**Task description:** In the records below, print each line exactly and leave every image out.

**Dataset records:**
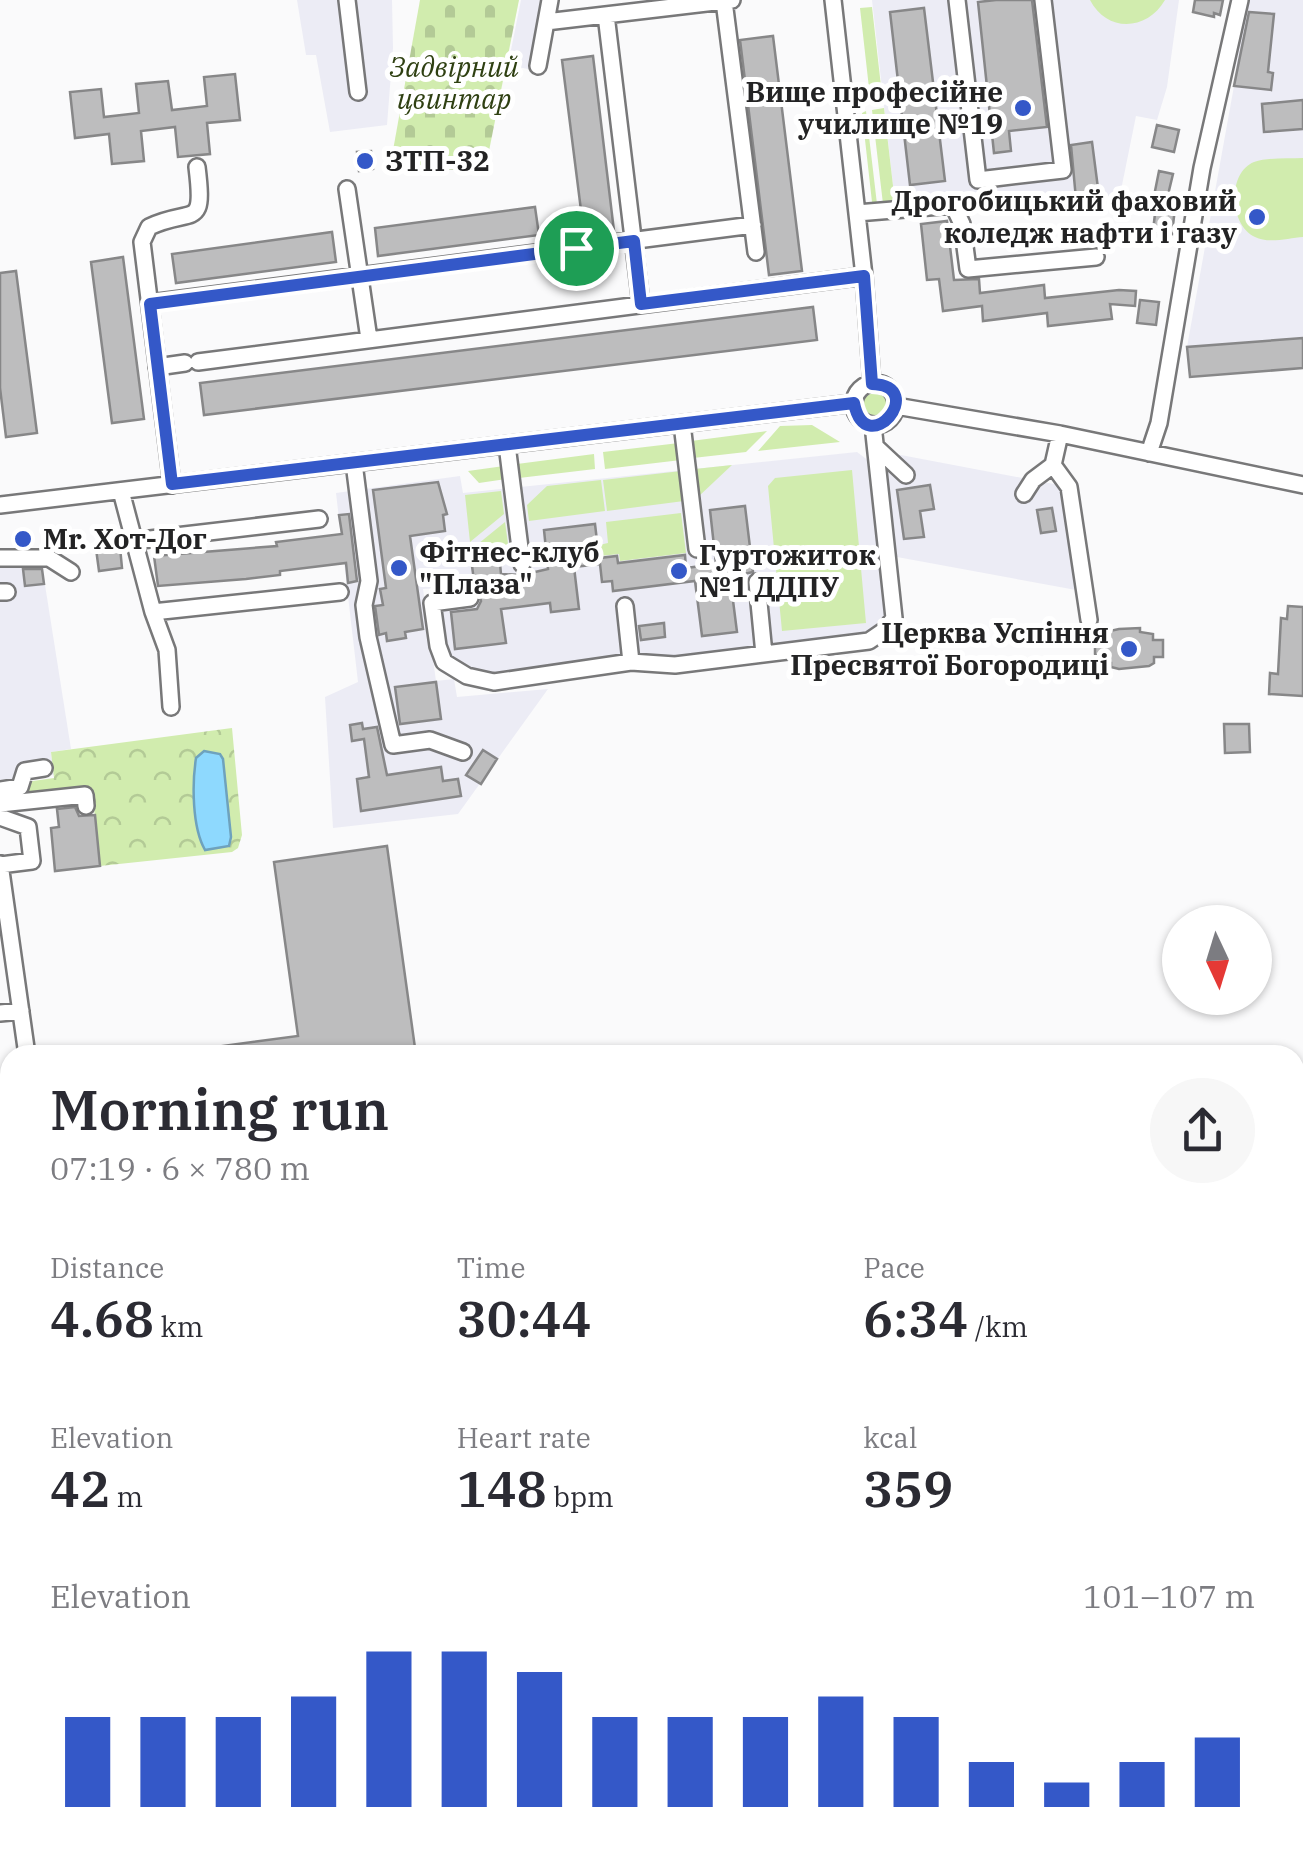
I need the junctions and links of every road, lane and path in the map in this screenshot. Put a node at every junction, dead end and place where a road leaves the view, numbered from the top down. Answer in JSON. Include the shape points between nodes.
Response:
{"nodes":[{"id":1,"x":347,"y":0,"type":"edge"},
{"id":2,"x":550,"y":0,"type":"edge"},
{"id":3,"x":732,"y":0,"type":"edge"},
{"id":4,"x":956,"y":0,"type":"edge"},
{"id":5,"x":1043,"y":0,"type":"edge"},
{"id":6,"x":1240,"y":0,"type":"edge"},
{"id":7,"x":724,"y":1,"type":"edge"},
{"id":8,"x":838,"y":1,"type":"edge"},
{"id":9,"x":606,"y":15,"type":"junction"},
{"id":10,"x":546,"y":22,"type":"junction"},
{"id":11,"x":538,"y":66,"type":"dead end"},
{"id":12,"x":358,"y":92,"type":"dead end"},
{"id":13,"x":197,"y":167,"type":"dead end"},
{"id":14,"x":347,"y":189,"type":"dead end"},
{"id":15,"x":857,"y":213,"type":"junction"},
{"id":16,"x":753,"y":226,"type":"junction"},
{"id":17,"x":634,"y":241,"type":"junction"},
{"id":18,"x":756,"y":252,"type":"dead end"},
{"id":19,"x":1096,"y":257,"type":"dead end"},
{"id":20,"x":359,"y":276,"type":"junction"},
{"id":21,"x":864,"y":276,"type":"junction"},
{"id":22,"x":150,"y":304,"type":"junction"},
{"id":23,"x":641,"y":304,"type":"junction"},
{"id":24,"x":370,"y":340,"type":"junction"},
{"id":25,"x":158,"y":367,"type":"junction"},
{"id":26,"x":872,"y":384,"type":"junction"},
{"id":27,"x":854,"y":403,"type":"junction"},
{"id":28,"x":896,"y":406,"type":"junction"},
{"id":29,"x":682,"y":424,"type":"junction"},
{"id":30,"x":872,"y":425,"type":"junction"},
{"id":31,"x":1060,"y":434,"type":"junction"},
{"id":32,"x":508,"y":445,"type":"junction"},
{"id":33,"x":875,"y":447,"type":"junction"},
{"id":34,"x":1149,"y":453,"type":"junction"},
{"id":35,"x":354,"y":463,"type":"junction"},
{"id":36,"x":1053,"y":465,"type":"junction"},
{"id":37,"x":906,"y":475,"type":"dead end"},
{"id":38,"x":172,"y":484,"type":"junction"},
{"id":39,"x":1303,"y":485,"type":"edge"},
{"id":40,"x":121,"y":490,"type":"junction"},
{"id":41,"x":1024,"y":494,"type":"dead end"},
{"id":42,"x":0,"y":505,"type":"edge"},
{"id":43,"x":319,"y":519,"type":"dead end"},
{"id":44,"x":133,"y":540,"type":"junction"},
{"id":45,"x":697,"y":550,"type":"dead end"},
{"id":46,"x":0,"y":558,"type":"edge"},
{"id":47,"x":522,"y":564,"type":"dead end"},
{"id":48,"x":71,"y":572,"type":"dead end"},
{"id":49,"x":757,"y":582,"type":"dead end"},
{"id":50,"x":340,"y":592,"type":"dead end"},
{"id":51,"x":470,"y":598,"type":"dead end"},
{"id":52,"x":624,"y":606,"type":"dead end"},
{"id":53,"x":154,"y":612,"type":"junction"},
{"id":54,"x":1089,"y":620,"type":"dead end"},
{"id":55,"x":764,"y":654,"type":"junction"},
{"id":56,"x":632,"y":662,"type":"junction"},
{"id":57,"x":171,"y":708,"type":"dead end"},
{"id":58,"x":463,"y":752,"type":"dead end"},
{"id":59,"x":44,"y":768,"type":"dead end"},
{"id":60,"x":0,"y":790,"type":"edge"},
{"id":61,"x":0,"y":804,"type":"edge"},
{"id":62,"x":86,"y":806,"type":"dead end"},
{"id":63,"x":0,"y":817,"type":"edge"},
{"id":64,"x":0,"y":864,"type":"edge"},
{"id":65,"x":21,"y":1011,"type":"junction"},
{"id":66,"x":0,"y":1013,"type":"edge"},
{"id":67,"x":25,"y":1045,"type":"edge"}],
"edges":[{"from":1,"to":12,"type":"street"},
{"from":2,"to":10,"type":"street"},
{"from":3,"to":7,"type":"street"},
{"from":4,"to":5,"type":"street","via":[[978,180],[1063,170]]},
{"from":6,"to":34,"type":"street"},
{"from":7,"to":9,"type":"street"},
{"from":7,"to":16,"type":"street"},
{"from":8,"to":15,"type":"street"},
{"from":9,"to":10,"type":"street"},
{"from":9,"to":17,"type":"street"},
{"from":10,"to":11,"type":"street"},
{"from":13,"to":22,"type":"street","via":[[197,212],[144,234]]},
{"from":14,"to":20,"type":"street"},
{"from":15,"to":19,"type":"street","via":[[953,205],[968,269]]},
{"from":15,"to":21,"type":"street"},
{"from":16,"to":17,"type":"street"},
{"from":16,"to":18,"type":"street"},
{"from":17,"to":20,"type":"street"},
{"from":17,"to":23,"type":"street"},
{"from":20,"to":22,"type":"street"},
{"from":20,"to":24,"type":"street"},
{"from":21,"to":23,"type":"street"},
{"from":21,"to":26,"type":"street"},
{"from":22,"to":25,"type":"street"},
{"from":23,"to":24,"type":"street"},
{"from":24,"to":25,"type":"street"},
{"from":25,"to":38,"type":"street"},
{"from":26,"to":27,"type":"street"},
{"from":26,"to":28,"type":"street","via":[[888,388]]},
{"from":27,"to":29,"type":"street"},
{"from":27,"to":30,"type":"street","via":[[859,418]]},
{"from":28,"to":30,"type":"street","via":[[888,420]]},
{"from":28,"to":31,"type":"street"},
{"from":29,"to":32,"type":"street"},
{"from":29,"to":45,"type":"street"},
{"from":30,"to":33,"type":"street"},
{"from":31,"to":34,"type":"street"},
{"from":31,"to":36,"type":"street"},
{"from":32,"to":35,"type":"street"},
{"from":32,"to":47,"type":"street"},
{"from":33,"to":37,"type":"street"},
{"from":33,"to":55,"type":"street","via":[[894,618],[869,640]]},
{"from":34,"to":39,"type":"street"},
{"from":35,"to":38,"type":"street"},
{"from":35,"to":58,"type":"street","via":[[369,581],[368,636],[393,745],[430,740]]},
{"from":36,"to":41,"type":"street"},
{"from":36,"to":54,"type":"street","via":[[1068,487]]},
{"from":38,"to":40,"type":"street"},
{"from":40,"to":42,"type":"street"},
{"from":40,"to":44,"type":"street"},
{"from":43,"to":44,"type":"street"},
{"from":44,"to":53,"type":"street"},
{"from":46,"to":48,"type":"street","via":[[49,558]]},
{"from":49,"to":55,"type":"street"},
{"from":50,"to":53,"type":"street"},
{"from":51,"to":56,"type":"street","via":[[432,603],[444,662],[467,676],[494,682]]},
{"from":52,"to":56,"type":"street"},
{"from":53,"to":57,"type":"street","via":[[166,650]]},
{"from":55,"to":56,"type":"street","via":[[675,665]]},
{"from":59,"to":60,"type":"street","via":[[25,771],[20,787]]},
{"from":61,"to":62,"type":"street","via":[[85,795]]},
{"from":63,"to":64,"type":"street","via":[[28,827],[32,861]]},
{"from":64,"to":65,"type":"street"},
{"from":65,"to":66,"type":"street"},
{"from":65,"to":67,"type":"street"}]}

**Answer for the task:**
I need the junctions and links of every road, lane and path in the map in this screenshot. Put a node at every junction, dead end and place where a road leaves the view, numbered from the top down. Answer in JSON. Include the shape points between nodes.
Response:
{"nodes":[{"id":1,"x":347,"y":0,"type":"edge"},
{"id":2,"x":550,"y":0,"type":"edge"},
{"id":3,"x":732,"y":0,"type":"edge"},
{"id":4,"x":956,"y":0,"type":"edge"},
{"id":5,"x":1043,"y":0,"type":"edge"},
{"id":6,"x":1240,"y":0,"type":"edge"},
{"id":7,"x":724,"y":1,"type":"edge"},
{"id":8,"x":838,"y":1,"type":"edge"},
{"id":9,"x":606,"y":15,"type":"junction"},
{"id":10,"x":546,"y":22,"type":"junction"},
{"id":11,"x":538,"y":66,"type":"dead end"},
{"id":12,"x":358,"y":92,"type":"dead end"},
{"id":13,"x":197,"y":167,"type":"dead end"},
{"id":14,"x":347,"y":189,"type":"dead end"},
{"id":15,"x":857,"y":213,"type":"junction"},
{"id":16,"x":753,"y":226,"type":"junction"},
{"id":17,"x":634,"y":241,"type":"junction"},
{"id":18,"x":756,"y":252,"type":"dead end"},
{"id":19,"x":1096,"y":257,"type":"dead end"},
{"id":20,"x":359,"y":276,"type":"junction"},
{"id":21,"x":864,"y":276,"type":"junction"},
{"id":22,"x":150,"y":304,"type":"junction"},
{"id":23,"x":641,"y":304,"type":"junction"},
{"id":24,"x":370,"y":340,"type":"junction"},
{"id":25,"x":158,"y":367,"type":"junction"},
{"id":26,"x":872,"y":384,"type":"junction"},
{"id":27,"x":854,"y":403,"type":"junction"},
{"id":28,"x":896,"y":406,"type":"junction"},
{"id":29,"x":682,"y":424,"type":"junction"},
{"id":30,"x":872,"y":425,"type":"junction"},
{"id":31,"x":1060,"y":434,"type":"junction"},
{"id":32,"x":508,"y":445,"type":"junction"},
{"id":33,"x":875,"y":447,"type":"junction"},
{"id":34,"x":1149,"y":453,"type":"junction"},
{"id":35,"x":354,"y":463,"type":"junction"},
{"id":36,"x":1053,"y":465,"type":"junction"},
{"id":37,"x":906,"y":475,"type":"dead end"},
{"id":38,"x":172,"y":484,"type":"junction"},
{"id":39,"x":1303,"y":485,"type":"edge"},
{"id":40,"x":121,"y":490,"type":"junction"},
{"id":41,"x":1024,"y":494,"type":"dead end"},
{"id":42,"x":0,"y":505,"type":"edge"},
{"id":43,"x":319,"y":519,"type":"dead end"},
{"id":44,"x":133,"y":540,"type":"junction"},
{"id":45,"x":697,"y":550,"type":"dead end"},
{"id":46,"x":0,"y":558,"type":"edge"},
{"id":47,"x":522,"y":564,"type":"dead end"},
{"id":48,"x":71,"y":572,"type":"dead end"},
{"id":49,"x":757,"y":582,"type":"dead end"},
{"id":50,"x":340,"y":592,"type":"dead end"},
{"id":51,"x":470,"y":598,"type":"dead end"},
{"id":52,"x":624,"y":606,"type":"dead end"},
{"id":53,"x":154,"y":612,"type":"junction"},
{"id":54,"x":1089,"y":620,"type":"dead end"},
{"id":55,"x":764,"y":654,"type":"junction"},
{"id":56,"x":632,"y":662,"type":"junction"},
{"id":57,"x":171,"y":708,"type":"dead end"},
{"id":58,"x":463,"y":752,"type":"dead end"},
{"id":59,"x":44,"y":768,"type":"dead end"},
{"id":60,"x":0,"y":790,"type":"edge"},
{"id":61,"x":0,"y":804,"type":"edge"},
{"id":62,"x":86,"y":806,"type":"dead end"},
{"id":63,"x":0,"y":817,"type":"edge"},
{"id":64,"x":0,"y":864,"type":"edge"},
{"id":65,"x":21,"y":1011,"type":"junction"},
{"id":66,"x":0,"y":1013,"type":"edge"},
{"id":67,"x":25,"y":1045,"type":"edge"}],
"edges":[{"from":1,"to":12,"type":"street"},
{"from":2,"to":10,"type":"street"},
{"from":3,"to":7,"type":"street"},
{"from":4,"to":5,"type":"street","via":[[978,180],[1063,170]]},
{"from":6,"to":34,"type":"street"},
{"from":7,"to":9,"type":"street"},
{"from":7,"to":16,"type":"street"},
{"from":8,"to":15,"type":"street"},
{"from":9,"to":10,"type":"street"},
{"from":9,"to":17,"type":"street"},
{"from":10,"to":11,"type":"street"},
{"from":13,"to":22,"type":"street","via":[[197,212],[144,234]]},
{"from":14,"to":20,"type":"street"},
{"from":15,"to":19,"type":"street","via":[[953,205],[968,269]]},
{"from":15,"to":21,"type":"street"},
{"from":16,"to":17,"type":"street"},
{"from":16,"to":18,"type":"street"},
{"from":17,"to":20,"type":"street"},
{"from":17,"to":23,"type":"street"},
{"from":20,"to":22,"type":"street"},
{"from":20,"to":24,"type":"street"},
{"from":21,"to":23,"type":"street"},
{"from":21,"to":26,"type":"street"},
{"from":22,"to":25,"type":"street"},
{"from":23,"to":24,"type":"street"},
{"from":24,"to":25,"type":"street"},
{"from":25,"to":38,"type":"street"},
{"from":26,"to":27,"type":"street"},
{"from":26,"to":28,"type":"street","via":[[888,388]]},
{"from":27,"to":29,"type":"street"},
{"from":27,"to":30,"type":"street","via":[[859,418]]},
{"from":28,"to":30,"type":"street","via":[[888,420]]},
{"from":28,"to":31,"type":"street"},
{"from":29,"to":32,"type":"street"},
{"from":29,"to":45,"type":"street"},
{"from":30,"to":33,"type":"street"},
{"from":31,"to":34,"type":"street"},
{"from":31,"to":36,"type":"street"},
{"from":32,"to":35,"type":"street"},
{"from":32,"to":47,"type":"street"},
{"from":33,"to":37,"type":"street"},
{"from":33,"to":55,"type":"street","via":[[894,618],[869,640]]},
{"from":34,"to":39,"type":"street"},
{"from":35,"to":38,"type":"street"},
{"from":35,"to":58,"type":"street","via":[[369,581],[368,636],[393,745],[430,740]]},
{"from":36,"to":41,"type":"street"},
{"from":36,"to":54,"type":"street","via":[[1068,487]]},
{"from":38,"to":40,"type":"street"},
{"from":40,"to":42,"type":"street"},
{"from":40,"to":44,"type":"street"},
{"from":43,"to":44,"type":"street"},
{"from":44,"to":53,"type":"street"},
{"from":46,"to":48,"type":"street","via":[[49,558]]},
{"from":49,"to":55,"type":"street"},
{"from":50,"to":53,"type":"street"},
{"from":51,"to":56,"type":"street","via":[[432,603],[444,662],[467,676],[494,682]]},
{"from":52,"to":56,"type":"street"},
{"from":53,"to":57,"type":"street","via":[[166,650]]},
{"from":55,"to":56,"type":"street","via":[[675,665]]},
{"from":59,"to":60,"type":"street","via":[[25,771],[20,787]]},
{"from":61,"to":62,"type":"street","via":[[85,795]]},
{"from":63,"to":64,"type":"street","via":[[28,827],[32,861]]},
{"from":64,"to":65,"type":"street"},
{"from":65,"to":66,"type":"street"},
{"from":65,"to":67,"type":"street"}]}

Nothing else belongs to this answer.